Não sei por que motivo alguém no Japão decidiu chamar a um barco "Lisbon".
Aquilo que sei, de
facto, é o que se pode ler numa das páginas do primeiro volume da
obra "A Segunda Guerra Mundial" que o historiador britânico
Martin Gilbert escreveu (e que a Publicações Dom Quixote editou em
Novembro de 1989):
"No Extremo
Oriente, no dia 1 de Outubro [de 1942], um torpedo atingiu o barco
japonês Lisbon Maru*, que começou a afundar-se. A bordo estavam
1816 prisioneiros de guerra britânicos, seguindo de Hong Kong a
caminho do Japão.

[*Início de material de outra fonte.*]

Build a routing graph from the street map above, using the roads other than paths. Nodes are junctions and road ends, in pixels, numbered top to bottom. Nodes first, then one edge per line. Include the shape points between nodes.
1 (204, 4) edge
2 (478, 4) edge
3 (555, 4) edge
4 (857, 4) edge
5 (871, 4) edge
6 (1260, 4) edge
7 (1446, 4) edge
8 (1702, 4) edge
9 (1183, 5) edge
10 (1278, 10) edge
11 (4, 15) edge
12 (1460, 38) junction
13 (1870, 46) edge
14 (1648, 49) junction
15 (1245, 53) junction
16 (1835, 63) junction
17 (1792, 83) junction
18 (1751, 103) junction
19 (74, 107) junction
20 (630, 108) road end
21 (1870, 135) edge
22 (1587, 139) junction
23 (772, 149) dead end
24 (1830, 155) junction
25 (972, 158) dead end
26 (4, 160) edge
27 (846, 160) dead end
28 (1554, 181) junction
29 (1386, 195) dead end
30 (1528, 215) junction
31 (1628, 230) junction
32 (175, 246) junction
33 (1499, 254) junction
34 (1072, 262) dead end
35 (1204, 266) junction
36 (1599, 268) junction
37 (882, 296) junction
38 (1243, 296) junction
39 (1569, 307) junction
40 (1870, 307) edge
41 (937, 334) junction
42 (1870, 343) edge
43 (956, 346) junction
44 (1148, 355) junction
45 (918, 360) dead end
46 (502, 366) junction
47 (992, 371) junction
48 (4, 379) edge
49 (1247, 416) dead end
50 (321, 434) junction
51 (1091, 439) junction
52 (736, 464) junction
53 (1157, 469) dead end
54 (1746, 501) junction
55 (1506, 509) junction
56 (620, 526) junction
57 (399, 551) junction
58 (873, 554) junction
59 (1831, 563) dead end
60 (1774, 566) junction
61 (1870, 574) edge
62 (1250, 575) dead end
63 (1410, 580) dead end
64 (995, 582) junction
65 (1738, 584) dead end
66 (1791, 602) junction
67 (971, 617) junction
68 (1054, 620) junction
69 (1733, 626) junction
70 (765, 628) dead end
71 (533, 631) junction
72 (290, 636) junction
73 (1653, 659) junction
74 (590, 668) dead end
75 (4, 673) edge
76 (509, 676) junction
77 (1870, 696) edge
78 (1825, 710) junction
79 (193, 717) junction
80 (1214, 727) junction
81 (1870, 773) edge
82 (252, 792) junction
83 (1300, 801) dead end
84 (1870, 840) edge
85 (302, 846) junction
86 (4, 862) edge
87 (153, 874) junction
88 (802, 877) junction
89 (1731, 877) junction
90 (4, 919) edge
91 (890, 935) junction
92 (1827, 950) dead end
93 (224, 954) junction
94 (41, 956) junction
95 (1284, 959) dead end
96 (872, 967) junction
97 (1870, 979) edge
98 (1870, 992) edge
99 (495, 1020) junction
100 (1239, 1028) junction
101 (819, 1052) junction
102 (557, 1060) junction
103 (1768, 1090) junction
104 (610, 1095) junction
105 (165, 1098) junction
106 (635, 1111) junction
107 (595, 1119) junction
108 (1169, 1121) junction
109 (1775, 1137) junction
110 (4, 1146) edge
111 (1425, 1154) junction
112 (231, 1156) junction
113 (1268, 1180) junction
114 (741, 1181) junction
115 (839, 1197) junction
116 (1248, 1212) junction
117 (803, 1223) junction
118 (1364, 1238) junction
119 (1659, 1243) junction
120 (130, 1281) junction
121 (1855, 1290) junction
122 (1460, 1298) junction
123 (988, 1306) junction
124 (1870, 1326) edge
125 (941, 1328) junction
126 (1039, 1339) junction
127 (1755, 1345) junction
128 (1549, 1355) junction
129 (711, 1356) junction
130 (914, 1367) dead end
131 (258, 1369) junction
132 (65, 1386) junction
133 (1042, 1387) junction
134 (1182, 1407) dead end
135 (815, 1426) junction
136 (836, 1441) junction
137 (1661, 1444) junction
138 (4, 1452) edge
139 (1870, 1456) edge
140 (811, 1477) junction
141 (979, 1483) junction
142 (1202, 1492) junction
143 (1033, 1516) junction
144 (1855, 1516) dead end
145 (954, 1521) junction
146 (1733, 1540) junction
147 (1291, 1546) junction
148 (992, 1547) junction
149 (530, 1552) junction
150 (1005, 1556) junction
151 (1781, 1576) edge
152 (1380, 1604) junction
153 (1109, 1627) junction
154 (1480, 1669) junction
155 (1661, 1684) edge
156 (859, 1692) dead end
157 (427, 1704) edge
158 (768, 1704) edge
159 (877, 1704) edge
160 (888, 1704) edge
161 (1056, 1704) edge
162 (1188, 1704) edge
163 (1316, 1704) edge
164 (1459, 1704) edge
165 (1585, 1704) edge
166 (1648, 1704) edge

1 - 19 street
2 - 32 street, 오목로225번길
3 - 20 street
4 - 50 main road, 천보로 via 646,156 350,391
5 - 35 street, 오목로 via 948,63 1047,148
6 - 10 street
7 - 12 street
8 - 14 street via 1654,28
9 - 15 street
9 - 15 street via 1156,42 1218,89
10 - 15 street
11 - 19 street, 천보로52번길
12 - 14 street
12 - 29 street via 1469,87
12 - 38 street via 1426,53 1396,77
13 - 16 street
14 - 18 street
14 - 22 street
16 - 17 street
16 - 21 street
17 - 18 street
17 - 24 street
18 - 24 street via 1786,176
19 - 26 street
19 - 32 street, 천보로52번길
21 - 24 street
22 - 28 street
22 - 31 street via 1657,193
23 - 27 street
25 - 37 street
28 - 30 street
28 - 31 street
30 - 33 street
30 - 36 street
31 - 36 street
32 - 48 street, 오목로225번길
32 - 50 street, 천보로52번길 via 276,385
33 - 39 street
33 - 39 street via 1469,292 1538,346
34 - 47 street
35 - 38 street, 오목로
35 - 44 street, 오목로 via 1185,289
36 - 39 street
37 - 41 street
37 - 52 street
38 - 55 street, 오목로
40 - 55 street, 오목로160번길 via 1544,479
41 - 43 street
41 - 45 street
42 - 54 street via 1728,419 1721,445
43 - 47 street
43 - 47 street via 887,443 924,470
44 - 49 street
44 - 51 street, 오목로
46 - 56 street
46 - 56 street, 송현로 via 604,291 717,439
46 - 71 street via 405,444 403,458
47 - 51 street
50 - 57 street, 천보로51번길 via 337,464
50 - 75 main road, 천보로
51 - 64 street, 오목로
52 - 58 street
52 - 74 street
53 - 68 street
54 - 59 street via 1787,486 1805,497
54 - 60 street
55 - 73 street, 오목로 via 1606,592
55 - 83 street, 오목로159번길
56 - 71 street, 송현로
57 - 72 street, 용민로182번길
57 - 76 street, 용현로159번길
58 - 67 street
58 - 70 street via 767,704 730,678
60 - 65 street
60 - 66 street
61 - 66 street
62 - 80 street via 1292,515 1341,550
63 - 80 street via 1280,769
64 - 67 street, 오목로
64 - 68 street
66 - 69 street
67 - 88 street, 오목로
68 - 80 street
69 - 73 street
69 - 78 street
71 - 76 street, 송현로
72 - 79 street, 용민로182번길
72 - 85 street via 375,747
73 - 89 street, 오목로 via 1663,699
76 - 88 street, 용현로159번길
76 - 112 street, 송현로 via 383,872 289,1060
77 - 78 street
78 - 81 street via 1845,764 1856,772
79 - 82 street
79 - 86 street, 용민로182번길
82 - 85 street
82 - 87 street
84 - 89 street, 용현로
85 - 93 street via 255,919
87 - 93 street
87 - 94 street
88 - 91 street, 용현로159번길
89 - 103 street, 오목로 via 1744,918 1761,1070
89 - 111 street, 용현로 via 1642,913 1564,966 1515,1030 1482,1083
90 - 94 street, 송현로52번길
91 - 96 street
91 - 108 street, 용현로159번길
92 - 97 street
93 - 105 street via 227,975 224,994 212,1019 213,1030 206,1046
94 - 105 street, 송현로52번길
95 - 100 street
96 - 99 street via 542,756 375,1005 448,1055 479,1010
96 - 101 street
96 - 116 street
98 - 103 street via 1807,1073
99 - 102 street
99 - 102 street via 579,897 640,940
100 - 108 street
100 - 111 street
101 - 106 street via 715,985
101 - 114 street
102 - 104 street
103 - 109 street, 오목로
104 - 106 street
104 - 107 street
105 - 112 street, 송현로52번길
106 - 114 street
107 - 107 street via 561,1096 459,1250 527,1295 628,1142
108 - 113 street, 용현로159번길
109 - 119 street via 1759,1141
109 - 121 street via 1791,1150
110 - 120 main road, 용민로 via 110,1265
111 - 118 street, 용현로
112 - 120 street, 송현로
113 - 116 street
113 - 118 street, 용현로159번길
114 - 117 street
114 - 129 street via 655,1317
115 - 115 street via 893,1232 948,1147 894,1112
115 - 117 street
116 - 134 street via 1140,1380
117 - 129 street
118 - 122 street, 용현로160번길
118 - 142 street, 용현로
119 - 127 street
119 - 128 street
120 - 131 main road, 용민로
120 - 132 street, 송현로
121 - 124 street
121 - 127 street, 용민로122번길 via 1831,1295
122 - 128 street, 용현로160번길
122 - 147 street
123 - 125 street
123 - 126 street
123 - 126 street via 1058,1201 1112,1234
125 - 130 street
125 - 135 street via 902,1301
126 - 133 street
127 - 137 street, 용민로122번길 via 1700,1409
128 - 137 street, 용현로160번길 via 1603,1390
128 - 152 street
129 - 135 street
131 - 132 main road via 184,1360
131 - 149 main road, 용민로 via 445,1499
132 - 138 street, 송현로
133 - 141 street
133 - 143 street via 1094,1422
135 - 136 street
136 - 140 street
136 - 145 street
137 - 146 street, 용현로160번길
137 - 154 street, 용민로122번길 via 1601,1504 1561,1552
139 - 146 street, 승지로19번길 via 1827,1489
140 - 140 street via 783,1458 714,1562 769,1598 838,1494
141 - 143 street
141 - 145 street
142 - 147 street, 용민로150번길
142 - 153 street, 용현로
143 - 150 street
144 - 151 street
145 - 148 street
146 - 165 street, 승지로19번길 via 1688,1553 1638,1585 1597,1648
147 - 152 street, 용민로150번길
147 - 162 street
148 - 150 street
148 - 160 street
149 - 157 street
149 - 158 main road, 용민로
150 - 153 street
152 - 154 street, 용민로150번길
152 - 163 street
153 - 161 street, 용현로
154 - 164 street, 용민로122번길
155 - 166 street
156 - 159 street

Quando os prisioneiros tentaram sair do barco que
se afundava, os japoneses mantiveram as escotilhas fechadas. Depois,
enquanto o barco continuava a ir ao fundo, algumas centenas dos
homens conseguiram sair. Os japoneses abriram fogo sobre eles. Os que
puderam saltar para a água e tentaram subir para alguns dos quatro
navios japoneses que ali se encontravam, foram repelidos de novo para
o mar. Mais de 840 prisioneiros foram mortos a tiro ou por
afogamento. Os restantes, recolhidos mais tarde por pequenos barcos
de patrulha ou chineses compadecidos, seriam levados para o Japão".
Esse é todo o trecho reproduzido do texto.